■ **WHAT IS NEEDED**
Find the number of lines containing the string "down" in the data. Answer with the number by itself.

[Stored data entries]
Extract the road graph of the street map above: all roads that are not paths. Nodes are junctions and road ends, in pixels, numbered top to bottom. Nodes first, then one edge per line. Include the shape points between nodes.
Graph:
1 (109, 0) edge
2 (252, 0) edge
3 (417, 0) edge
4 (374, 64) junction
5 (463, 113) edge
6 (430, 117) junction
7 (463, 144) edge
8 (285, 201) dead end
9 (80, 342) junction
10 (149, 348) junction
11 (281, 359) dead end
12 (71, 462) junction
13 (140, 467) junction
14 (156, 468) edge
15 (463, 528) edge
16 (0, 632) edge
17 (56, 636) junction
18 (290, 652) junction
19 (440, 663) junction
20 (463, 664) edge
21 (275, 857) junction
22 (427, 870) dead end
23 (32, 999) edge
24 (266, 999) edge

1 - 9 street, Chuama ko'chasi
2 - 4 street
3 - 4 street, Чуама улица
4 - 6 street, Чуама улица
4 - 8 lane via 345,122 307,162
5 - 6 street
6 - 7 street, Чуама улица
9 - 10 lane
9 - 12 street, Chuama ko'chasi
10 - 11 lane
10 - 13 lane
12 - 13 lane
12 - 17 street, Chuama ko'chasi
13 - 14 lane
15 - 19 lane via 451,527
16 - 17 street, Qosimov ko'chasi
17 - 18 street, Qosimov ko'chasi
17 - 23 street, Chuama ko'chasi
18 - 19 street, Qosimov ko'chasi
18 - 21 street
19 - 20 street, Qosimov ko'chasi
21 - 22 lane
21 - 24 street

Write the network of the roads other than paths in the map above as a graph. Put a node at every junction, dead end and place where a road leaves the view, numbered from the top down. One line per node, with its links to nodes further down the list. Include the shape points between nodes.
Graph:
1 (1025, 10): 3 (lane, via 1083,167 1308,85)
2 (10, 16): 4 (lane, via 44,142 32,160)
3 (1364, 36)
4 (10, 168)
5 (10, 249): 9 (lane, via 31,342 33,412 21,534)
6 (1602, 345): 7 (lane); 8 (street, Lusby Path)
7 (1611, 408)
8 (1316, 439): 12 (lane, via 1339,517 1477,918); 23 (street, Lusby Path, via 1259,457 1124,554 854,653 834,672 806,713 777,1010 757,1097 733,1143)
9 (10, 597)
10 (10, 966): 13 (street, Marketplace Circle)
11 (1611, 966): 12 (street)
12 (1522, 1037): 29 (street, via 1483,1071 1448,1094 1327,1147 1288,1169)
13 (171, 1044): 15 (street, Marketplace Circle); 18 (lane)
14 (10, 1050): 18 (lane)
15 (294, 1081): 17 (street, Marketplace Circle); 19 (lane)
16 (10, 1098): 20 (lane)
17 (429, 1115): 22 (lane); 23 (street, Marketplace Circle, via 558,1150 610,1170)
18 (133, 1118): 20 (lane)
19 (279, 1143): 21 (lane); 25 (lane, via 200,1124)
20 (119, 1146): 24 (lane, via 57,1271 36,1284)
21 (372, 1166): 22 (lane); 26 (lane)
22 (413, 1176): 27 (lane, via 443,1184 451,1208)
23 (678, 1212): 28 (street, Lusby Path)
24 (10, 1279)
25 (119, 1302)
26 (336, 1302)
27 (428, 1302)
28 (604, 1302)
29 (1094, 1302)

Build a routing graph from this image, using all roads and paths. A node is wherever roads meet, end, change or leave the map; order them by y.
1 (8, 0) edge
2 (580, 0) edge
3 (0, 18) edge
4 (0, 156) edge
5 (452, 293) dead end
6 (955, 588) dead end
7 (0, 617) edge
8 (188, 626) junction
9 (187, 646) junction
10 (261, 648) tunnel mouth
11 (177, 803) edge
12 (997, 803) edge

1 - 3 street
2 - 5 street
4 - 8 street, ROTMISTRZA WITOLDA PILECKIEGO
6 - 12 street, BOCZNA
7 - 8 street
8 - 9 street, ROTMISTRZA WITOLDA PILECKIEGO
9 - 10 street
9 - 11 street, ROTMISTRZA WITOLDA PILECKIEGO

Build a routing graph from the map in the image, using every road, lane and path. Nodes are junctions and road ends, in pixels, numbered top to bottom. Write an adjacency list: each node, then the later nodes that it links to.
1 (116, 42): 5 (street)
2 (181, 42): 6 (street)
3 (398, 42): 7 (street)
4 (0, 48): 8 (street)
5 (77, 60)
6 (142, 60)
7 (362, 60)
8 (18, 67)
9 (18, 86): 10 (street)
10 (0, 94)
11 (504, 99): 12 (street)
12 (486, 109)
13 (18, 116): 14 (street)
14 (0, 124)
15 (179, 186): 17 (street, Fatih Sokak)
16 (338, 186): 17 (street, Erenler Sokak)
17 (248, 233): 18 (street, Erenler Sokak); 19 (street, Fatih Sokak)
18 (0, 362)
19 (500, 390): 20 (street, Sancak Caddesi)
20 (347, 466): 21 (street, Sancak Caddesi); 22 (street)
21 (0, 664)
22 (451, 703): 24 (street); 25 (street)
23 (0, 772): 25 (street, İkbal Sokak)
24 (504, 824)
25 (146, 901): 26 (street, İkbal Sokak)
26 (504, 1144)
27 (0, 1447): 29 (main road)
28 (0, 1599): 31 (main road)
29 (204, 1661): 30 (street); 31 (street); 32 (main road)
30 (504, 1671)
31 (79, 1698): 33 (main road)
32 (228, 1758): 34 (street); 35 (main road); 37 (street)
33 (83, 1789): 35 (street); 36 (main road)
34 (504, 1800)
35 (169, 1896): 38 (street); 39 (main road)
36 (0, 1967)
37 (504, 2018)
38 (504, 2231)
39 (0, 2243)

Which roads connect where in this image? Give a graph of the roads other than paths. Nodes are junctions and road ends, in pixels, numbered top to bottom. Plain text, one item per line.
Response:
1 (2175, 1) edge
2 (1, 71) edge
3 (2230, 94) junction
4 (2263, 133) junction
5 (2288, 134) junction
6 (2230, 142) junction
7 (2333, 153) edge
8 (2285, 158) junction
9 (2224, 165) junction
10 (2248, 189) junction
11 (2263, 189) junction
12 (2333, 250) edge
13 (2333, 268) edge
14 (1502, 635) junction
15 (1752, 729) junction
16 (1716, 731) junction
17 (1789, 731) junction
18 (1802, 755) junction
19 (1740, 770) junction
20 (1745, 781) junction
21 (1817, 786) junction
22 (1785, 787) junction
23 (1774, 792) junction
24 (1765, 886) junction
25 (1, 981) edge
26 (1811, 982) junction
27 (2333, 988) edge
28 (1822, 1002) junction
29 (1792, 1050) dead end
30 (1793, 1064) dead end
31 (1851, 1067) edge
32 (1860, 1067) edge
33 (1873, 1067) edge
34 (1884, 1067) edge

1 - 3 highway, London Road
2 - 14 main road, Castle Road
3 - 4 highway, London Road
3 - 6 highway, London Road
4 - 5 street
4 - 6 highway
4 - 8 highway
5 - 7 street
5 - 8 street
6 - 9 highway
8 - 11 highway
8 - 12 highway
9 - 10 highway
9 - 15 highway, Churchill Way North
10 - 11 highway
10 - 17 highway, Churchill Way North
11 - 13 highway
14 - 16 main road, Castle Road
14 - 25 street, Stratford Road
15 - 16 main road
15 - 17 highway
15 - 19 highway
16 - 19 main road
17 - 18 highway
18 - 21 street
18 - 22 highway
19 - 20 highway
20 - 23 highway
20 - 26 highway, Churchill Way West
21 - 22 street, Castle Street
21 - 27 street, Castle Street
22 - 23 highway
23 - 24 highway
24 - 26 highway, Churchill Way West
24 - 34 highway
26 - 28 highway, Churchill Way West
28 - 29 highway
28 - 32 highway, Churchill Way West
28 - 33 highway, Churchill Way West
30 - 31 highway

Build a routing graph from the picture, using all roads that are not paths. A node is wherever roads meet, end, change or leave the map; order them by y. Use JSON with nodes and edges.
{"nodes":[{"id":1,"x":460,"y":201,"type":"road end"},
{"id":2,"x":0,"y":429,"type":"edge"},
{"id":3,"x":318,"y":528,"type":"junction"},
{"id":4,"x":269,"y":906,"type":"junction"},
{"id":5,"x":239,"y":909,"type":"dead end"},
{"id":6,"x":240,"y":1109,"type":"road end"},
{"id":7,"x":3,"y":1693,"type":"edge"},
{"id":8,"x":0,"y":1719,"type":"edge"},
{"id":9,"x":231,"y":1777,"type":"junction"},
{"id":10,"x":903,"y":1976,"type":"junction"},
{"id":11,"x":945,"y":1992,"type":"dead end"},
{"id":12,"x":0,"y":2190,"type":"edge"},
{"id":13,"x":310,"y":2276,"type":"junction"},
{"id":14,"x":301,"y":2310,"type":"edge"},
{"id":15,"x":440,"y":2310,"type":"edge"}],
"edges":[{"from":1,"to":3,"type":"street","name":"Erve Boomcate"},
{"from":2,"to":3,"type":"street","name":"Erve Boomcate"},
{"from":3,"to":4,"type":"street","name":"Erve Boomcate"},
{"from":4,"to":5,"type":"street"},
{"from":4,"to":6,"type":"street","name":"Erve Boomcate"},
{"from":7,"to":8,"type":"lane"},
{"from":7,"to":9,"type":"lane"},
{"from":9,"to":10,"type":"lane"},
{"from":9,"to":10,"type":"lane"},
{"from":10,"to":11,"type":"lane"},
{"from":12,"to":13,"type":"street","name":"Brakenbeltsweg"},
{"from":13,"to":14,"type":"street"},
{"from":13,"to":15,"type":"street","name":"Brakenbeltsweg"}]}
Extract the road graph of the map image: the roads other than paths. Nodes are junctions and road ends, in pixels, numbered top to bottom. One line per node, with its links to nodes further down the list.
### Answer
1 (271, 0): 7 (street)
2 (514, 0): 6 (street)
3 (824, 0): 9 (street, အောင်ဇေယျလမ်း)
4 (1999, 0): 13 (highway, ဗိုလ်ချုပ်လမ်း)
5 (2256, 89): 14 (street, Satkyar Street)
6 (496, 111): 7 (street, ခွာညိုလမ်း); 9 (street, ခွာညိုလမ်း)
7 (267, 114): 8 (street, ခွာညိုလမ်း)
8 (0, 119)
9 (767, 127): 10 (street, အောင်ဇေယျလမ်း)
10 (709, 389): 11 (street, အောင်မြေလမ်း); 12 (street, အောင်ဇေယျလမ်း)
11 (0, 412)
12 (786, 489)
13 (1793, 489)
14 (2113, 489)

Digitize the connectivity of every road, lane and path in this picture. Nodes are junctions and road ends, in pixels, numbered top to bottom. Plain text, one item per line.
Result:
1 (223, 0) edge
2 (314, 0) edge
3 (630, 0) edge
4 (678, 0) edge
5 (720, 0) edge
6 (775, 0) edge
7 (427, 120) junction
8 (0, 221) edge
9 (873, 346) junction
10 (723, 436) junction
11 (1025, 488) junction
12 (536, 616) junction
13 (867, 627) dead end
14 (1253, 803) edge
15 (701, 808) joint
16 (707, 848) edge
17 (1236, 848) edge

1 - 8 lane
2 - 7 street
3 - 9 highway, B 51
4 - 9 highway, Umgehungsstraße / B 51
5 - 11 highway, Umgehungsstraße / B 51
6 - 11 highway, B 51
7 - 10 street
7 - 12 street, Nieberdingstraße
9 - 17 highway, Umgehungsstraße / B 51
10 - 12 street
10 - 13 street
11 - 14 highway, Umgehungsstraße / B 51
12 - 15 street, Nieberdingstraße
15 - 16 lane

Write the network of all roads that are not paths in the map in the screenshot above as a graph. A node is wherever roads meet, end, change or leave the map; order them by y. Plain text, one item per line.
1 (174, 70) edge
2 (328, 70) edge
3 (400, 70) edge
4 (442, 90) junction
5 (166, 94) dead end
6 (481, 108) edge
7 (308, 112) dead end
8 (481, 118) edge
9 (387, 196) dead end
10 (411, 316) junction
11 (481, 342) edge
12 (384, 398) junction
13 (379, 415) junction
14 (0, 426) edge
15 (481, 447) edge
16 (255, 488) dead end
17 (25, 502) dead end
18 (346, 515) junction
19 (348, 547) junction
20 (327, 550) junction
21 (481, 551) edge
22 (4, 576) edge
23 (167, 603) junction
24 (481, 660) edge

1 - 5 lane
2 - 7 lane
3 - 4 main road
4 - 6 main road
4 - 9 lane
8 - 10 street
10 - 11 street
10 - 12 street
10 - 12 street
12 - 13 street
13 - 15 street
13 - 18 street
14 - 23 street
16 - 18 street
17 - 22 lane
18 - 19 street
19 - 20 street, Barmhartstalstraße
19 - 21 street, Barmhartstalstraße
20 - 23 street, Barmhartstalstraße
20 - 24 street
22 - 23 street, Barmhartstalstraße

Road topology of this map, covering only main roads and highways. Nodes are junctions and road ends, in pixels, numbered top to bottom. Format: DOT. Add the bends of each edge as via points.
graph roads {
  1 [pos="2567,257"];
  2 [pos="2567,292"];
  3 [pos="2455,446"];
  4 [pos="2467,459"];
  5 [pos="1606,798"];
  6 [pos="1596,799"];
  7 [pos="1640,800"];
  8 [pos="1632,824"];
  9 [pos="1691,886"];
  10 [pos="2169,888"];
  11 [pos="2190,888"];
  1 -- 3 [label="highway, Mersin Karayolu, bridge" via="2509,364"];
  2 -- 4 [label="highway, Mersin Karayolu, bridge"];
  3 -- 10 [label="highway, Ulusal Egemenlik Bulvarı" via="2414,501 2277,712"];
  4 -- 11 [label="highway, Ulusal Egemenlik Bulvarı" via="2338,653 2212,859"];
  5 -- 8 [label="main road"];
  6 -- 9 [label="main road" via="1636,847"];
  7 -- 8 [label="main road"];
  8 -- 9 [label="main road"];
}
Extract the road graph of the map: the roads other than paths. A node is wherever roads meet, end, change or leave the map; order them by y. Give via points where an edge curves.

■ **FINISHED TASK**
2